What you need to do:
Among the lines below, list those containing the string "Obwodnica".

Dataset entries:
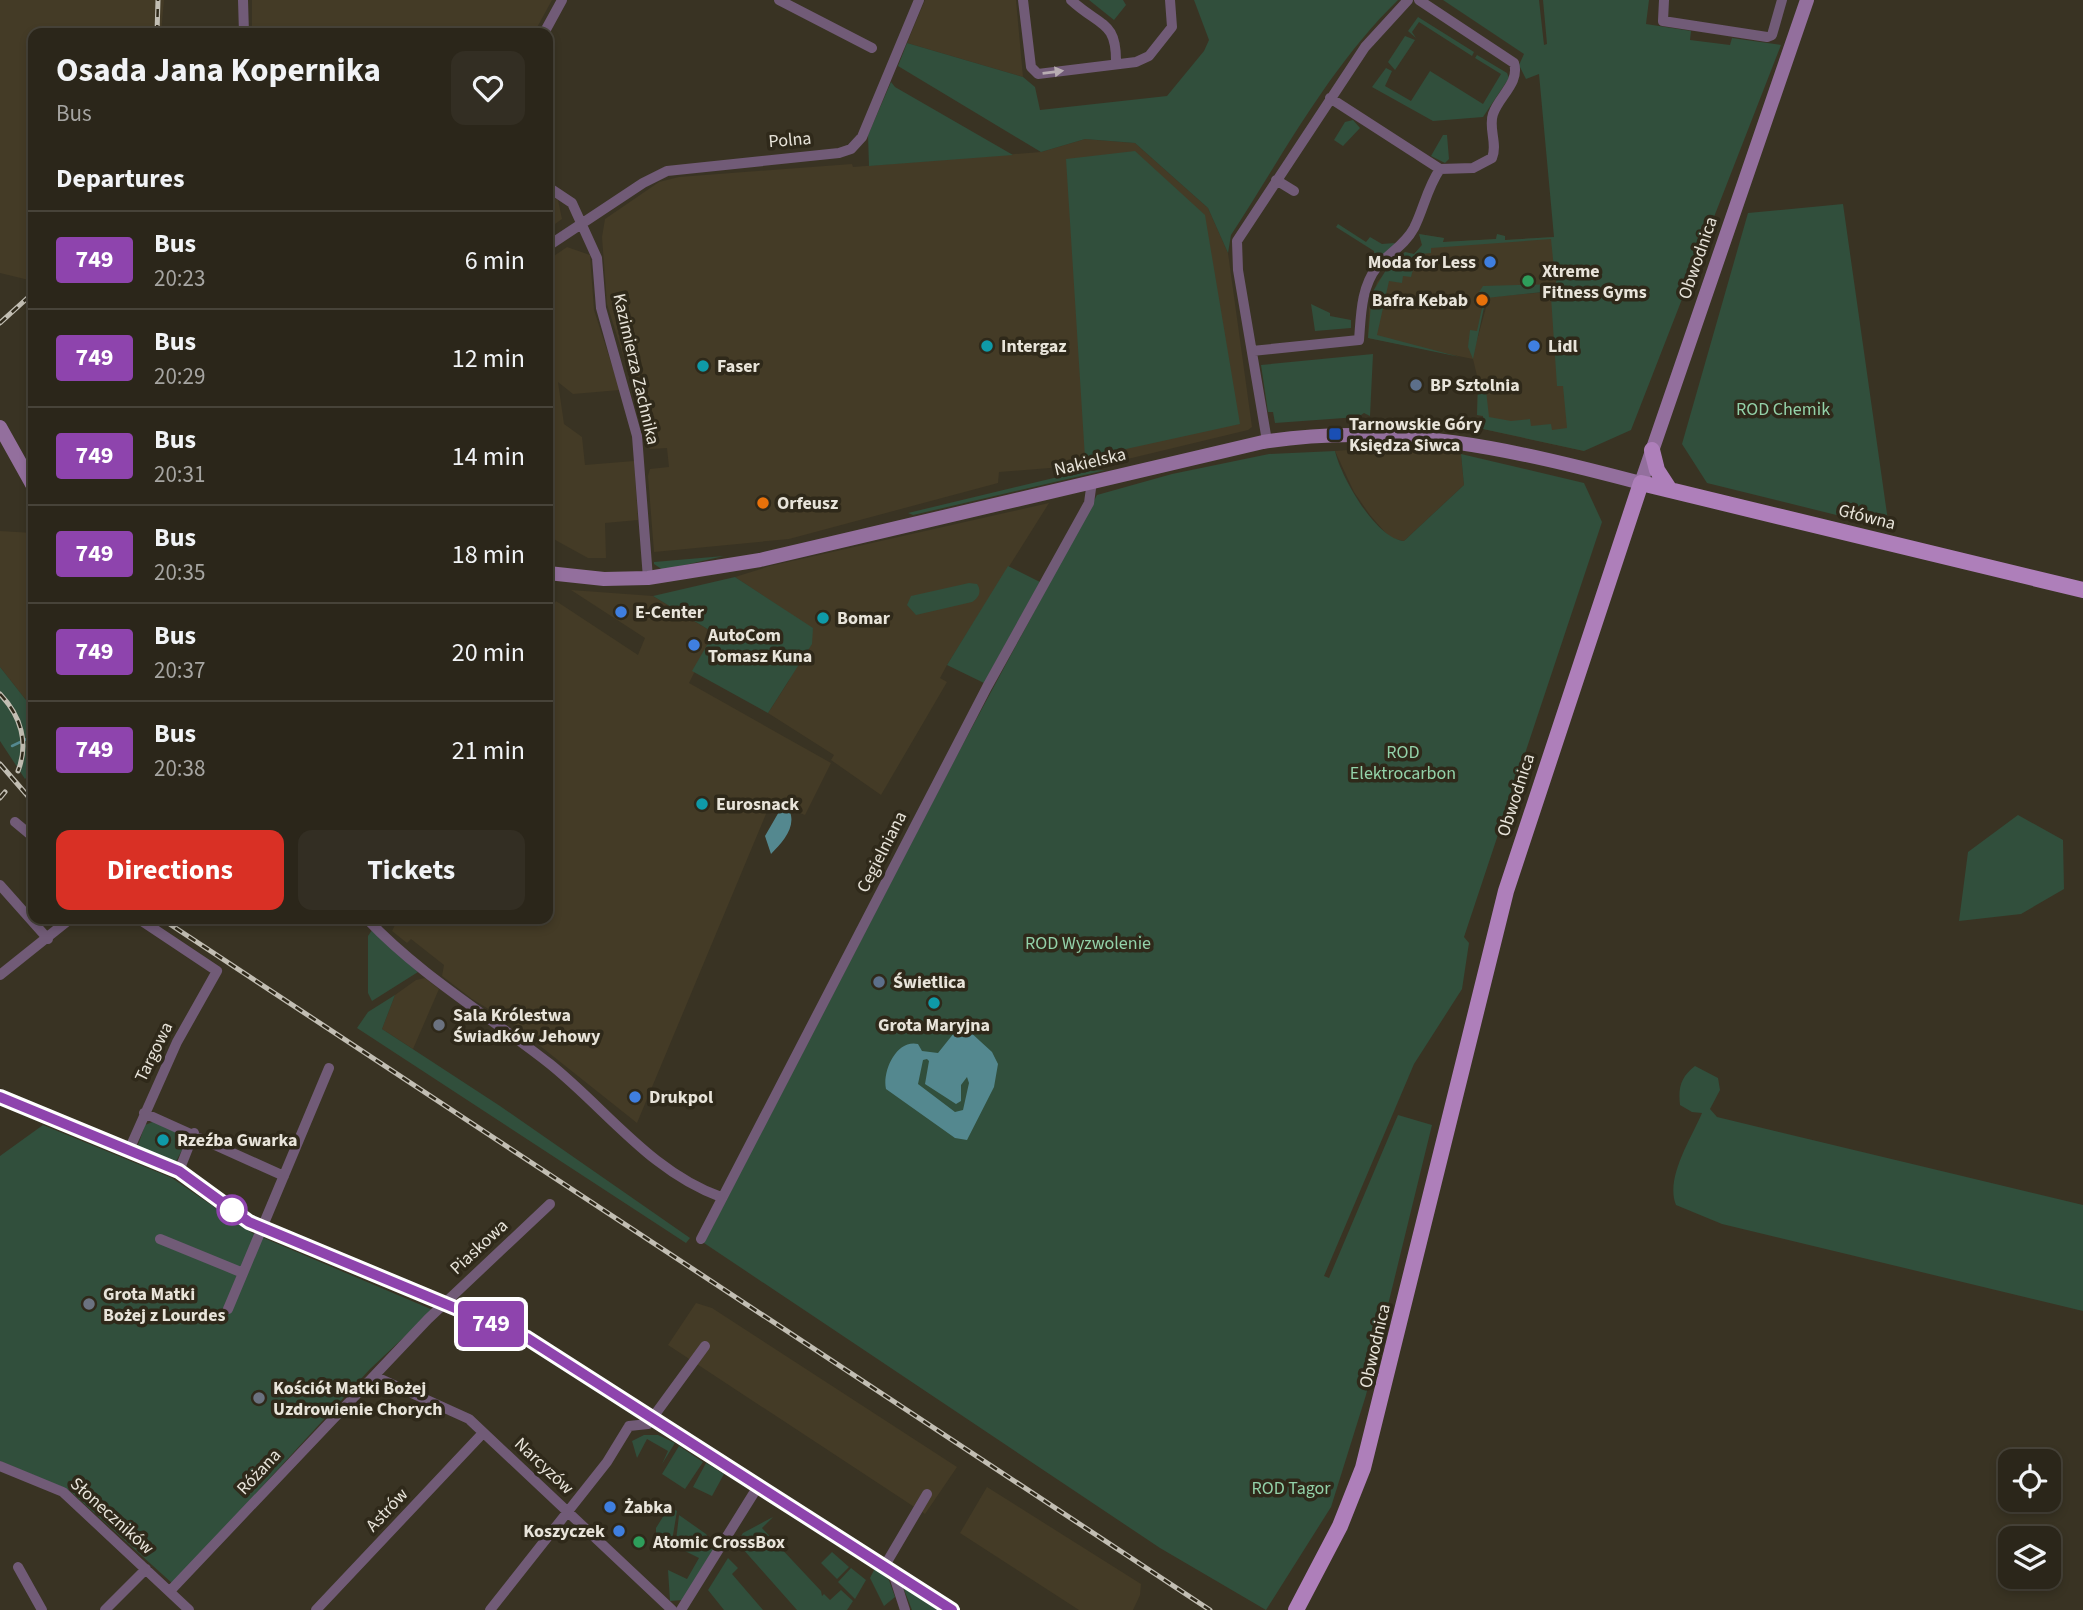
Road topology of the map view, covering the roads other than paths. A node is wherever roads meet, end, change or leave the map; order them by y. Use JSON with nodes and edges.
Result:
{"nodes":[{"id":1,"x":243,"y":0,"type":"edge"},
{"id":2,"x":562,"y":0,"type":"edge"},
{"id":3,"x":779,"y":0,"type":"edge"},
{"id":4,"x":919,"y":0,"type":"edge"},
{"id":5,"x":1023,"y":0,"type":"edge"},
{"id":6,"x":1071,"y":0,"type":"edge"},
{"id":7,"x":1170,"y":0,"type":"edge"},
{"id":8,"x":1408,"y":0,"type":"edge"},
{"id":9,"x":1419,"y":0,"type":"edge"},
{"id":10,"x":1664,"y":0,"type":"edge"},
{"id":11,"x":1782,"y":0,"type":"edge"},
{"id":12,"x":1807,"y":0,"type":"edge"},
{"id":13,"x":244,"y":28,"type":"edge"},
{"id":14,"x":547,"y":28,"type":"edge"},
{"id":15,"x":872,"y":48,"type":"dead end"},
{"id":16,"x":1116,"y":64,"type":"junction"},
{"id":17,"x":1330,"y":99,"type":"junction"},
{"id":18,"x":1440,"y":169,"type":"junction"},
{"id":19,"x":1276,"y":180,"type":"junction"},
{"id":20,"x":553,"y":190,"type":"edge"},
{"id":21,"x":1294,"y":191,"type":"dead end"},
{"id":22,"x":582,"y":224,"type":"junction"},
{"id":23,"x":553,"y":243,"type":"edge"},
{"id":24,"x":1252,"y":351,"type":"junction"},
{"id":25,"x":0,"y":427,"type":"edge"},
{"id":26,"x":1267,"y":442,"type":"junction"},
{"id":27,"x":1652,"y":450,"type":"junction"},
{"id":28,"x":28,"y":471,"type":"edge"},
{"id":29,"x":1092,"y":481,"type":"junction"},
{"id":30,"x":1641,"y":483,"type":"junction"},
{"id":31,"x":1670,"y":490,"type":"junction"},
{"id":32,"x":553,"y":574,"type":"edge"},
{"id":33,"x":648,"y":578,"type":"junction"},
{"id":34,"x":2083,"y":590,"type":"edge"},
{"id":35,"x":15,"y":822,"type":"dead end"},
{"id":36,"x":28,"y":833,"type":"edge"},
{"id":37,"x":0,"y":885,"type":"edge"},
{"id":38,"x":28,"y":916,"type":"edge"},
{"id":39,"x":35,"y":924,"type":"edge"},
{"id":40,"x":64,"y":924,"type":"edge"},
{"id":41,"x":146,"y":924,"type":"edge"},
{"id":42,"x":373,"y":924,"type":"edge"},
{"id":43,"x":48,"y":939,"type":"junction"},
{"id":44,"x":0,"y":975,"type":"edge"},
{"id":45,"x":329,"y":1068,"type":"dead end"},
{"id":46,"x":0,"y":1097,"type":"edge"},
{"id":47,"x":144,"y":1113,"type":"junction"},
{"id":48,"x":194,"y":1133,"type":"junction"},
{"id":49,"x":129,"y":1150,"type":"junction"},
{"id":50,"x":179,"y":1171,"type":"junction"},
{"id":51,"x":284,"y":1176,"type":"junction"},
{"id":52,"x":721,"y":1197,"type":"junction"},
{"id":53,"x":550,"y":1203,"type":"dead end"},
{"id":54,"x":263,"y":1228,"type":"junction"},
{"id":55,"x":160,"y":1238,"type":"dead end"},
{"id":56,"x":701,"y":1239,"type":"dead end"},
{"id":57,"x":243,"y":1273,"type":"junction"},
{"id":58,"x":444,"y":1304,"type":"junction"},
{"id":59,"x":228,"y":1309,"type":"dead end"},
{"id":60,"x":705,"y":1346,"type":"dead end"},
{"id":61,"x":374,"y":1376,"type":"junction"},
{"id":62,"x":628,"y":1403,"type":"junction"},
{"id":63,"x":652,"y":1419,"type":"junction"},
{"id":64,"x":629,"y":1426,"type":"junction"},
{"id":65,"x":483,"y":1433,"type":"junction"},
{"id":66,"x":0,"y":1466,"type":"edge"},
{"id":67,"x":757,"y":1488,"type":"junction"},
{"id":68,"x":927,"y":1494,"type":"dead end"},
{"id":69,"x":568,"y":1513,"type":"junction"},
{"id":70,"x":18,"y":1567,"type":"dead end"},
{"id":71,"x":146,"y":1569,"type":"junction"},
{"id":72,"x":888,"y":1570,"type":"junction"},
{"id":73,"x":170,"y":1591,"type":"junction"},
{"id":74,"x":42,"y":1610,"type":"edge"},
{"id":75,"x":105,"y":1610,"type":"edge"},
{"id":76,"x":190,"y":1610,"type":"edge"},
{"id":77,"x":316,"y":1610,"type":"edge"},
{"id":78,"x":490,"y":1610,"type":"edge"},
{"id":79,"x":672,"y":1610,"type":"edge"},
{"id":80,"x":681,"y":1610,"type":"edge"},
{"id":81,"x":905,"y":1610,"type":"edge"},
{"id":82,"x":952,"y":1610,"type":"edge"},
{"id":83,"x":1296,"y":1610,"type":"edge"}],
"edges":[{"from":1,"to":13,"type":"street"},
{"from":2,"to":14,"type":"street"},
{"from":3,"to":15,"type":"street"},
{"from":4,"to":22,"type":"street","name":"Polna"},
{"from":5,"to":16,"type":"street","one_way":true},
{"from":6,"to":16,"type":"street"},
{"from":7,"to":16,"type":"street"},
{"from":8,"to":17,"type":"street"},
{"from":9,"to":18,"type":"street"},
{"from":10,"to":11,"type":"street"},
{"from":12,"to":27,"type":"street","name":"Obwodnica"},
{"from":17,"to":18,"type":"street"},
{"from":17,"to":19,"type":"street"},
{"from":18,"to":24,"type":"street"},
{"from":19,"to":21,"type":"street"},
{"from":19,"to":24,"type":"street"},
{"from":20,"to":22,"type":"street","name":"Kazimierza Zachnika"},
{"from":22,"to":23,"type":"street"},
{"from":22,"to":33,"type":"street","name":"Kazimierza Zachnika"},
{"from":24,"to":26,"type":"street"},
{"from":25,"to":28,"type":"street"},
{"from":26,"to":29,"type":"street","name":"Nakielska"},
{"from":26,"to":30,"type":"street","name":"Nakielska"},
{"from":27,"to":30,"type":"street","name":"Obwodnica"},
{"from":27,"to":31,"type":"main road"},
{"from":29,"to":33,"type":"street","name":"Nakielska"},
{"from":29,"to":52,"type":"street","name":"Cegielniana"},
{"from":30,"to":31,"type":"main road","name":"Główna"},
{"from":30,"to":83,"type":"main road","name":"Obwodnica"},
{"from":31,"to":34,"type":"main road","name":"Główna"},
{"from":32,"to":33,"type":"street","name":"Nakielska"},
{"from":35,"to":36,"type":"street"},
{"from":37,"to":38,"type":"street"},
{"from":39,"to":43,"type":"street"},
{"from":40,"to":43,"type":"street"},
{"from":41,"to":47,"type":"street","name":"Targowa"},
{"from":42,"to":52,"type":"street"},
{"from":43,"to":44,"type":"street"},
{"from":45,"to":51,"type":"street"},
{"from":46,"to":49,"type":"street"},
{"from":47,"to":48,"type":"street"},
{"from":47,"to":49,"type":"street","name":"Targowa"},
{"from":48,"to":50,"type":"street"},
{"from":48,"to":51,"type":"street"},
{"from":49,"to":50,"type":"street"},
{"from":50,"to":54,"type":"street"},
{"from":51,"to":54,"type":"street"},
{"from":52,"to":56,"type":"street","name":"Cegielniana"},
{"from":53,"to":58,"type":"street","name":"Piaskowa"},
{"from":54,"to":57,"type":"street"},
{"from":54,"to":58,"type":"street"},
{"from":55,"to":57,"type":"street"},
{"from":57,"to":59,"type":"street"},
{"from":58,"to":61,"type":"street","name":"Piaskowa"},
{"from":58,"to":62,"type":"street"},
{"from":60,"to":63,"type":"street"},
{"from":61,"to":65,"type":"street","name":"Narcyzów"},
{"from":61,"to":73,"type":"street","name":"Różana"},
{"from":62,"to":63,"type":"street"},
{"from":62,"to":64,"type":"street"},
{"from":63,"to":64,"type":"street"},
{"from":63,"to":67,"type":"street"},
{"from":64,"to":69,"type":"street"},
{"from":65,"to":69,"type":"street","name":"Narcyzów"},
{"from":65,"to":77,"type":"street","name":"Astrów"},
{"from":66,"to":71,"type":"street","name":"Słoneczników"},
{"from":67,"to":72,"type":"street"},
{"from":67,"to":80,"type":"street"},
{"from":68,"to":72,"type":"street"},
{"from":69,"to":78,"type":"street"},
{"from":69,"to":79,"type":"street","name":"Narcyzów"},
{"from":70,"to":74,"type":"street"},
{"from":71,"to":73,"type":"street","name":"Słoneczników"},
{"from":71,"to":75,"type":"street"},
{"from":72,"to":81,"type":"street"},
{"from":72,"to":82,"type":"street"},
{"from":73,"to":76,"type":"street","name":"Słoneczników"}]}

Solution to this problem:
{"from":12,"to":27,"type":"street","name":"Obwodnica"},
{"from":27,"to":30,"type":"street","name":"Obwodnica"},
{"from":30,"to":83,"type":"main road","name":"Obwodnica"},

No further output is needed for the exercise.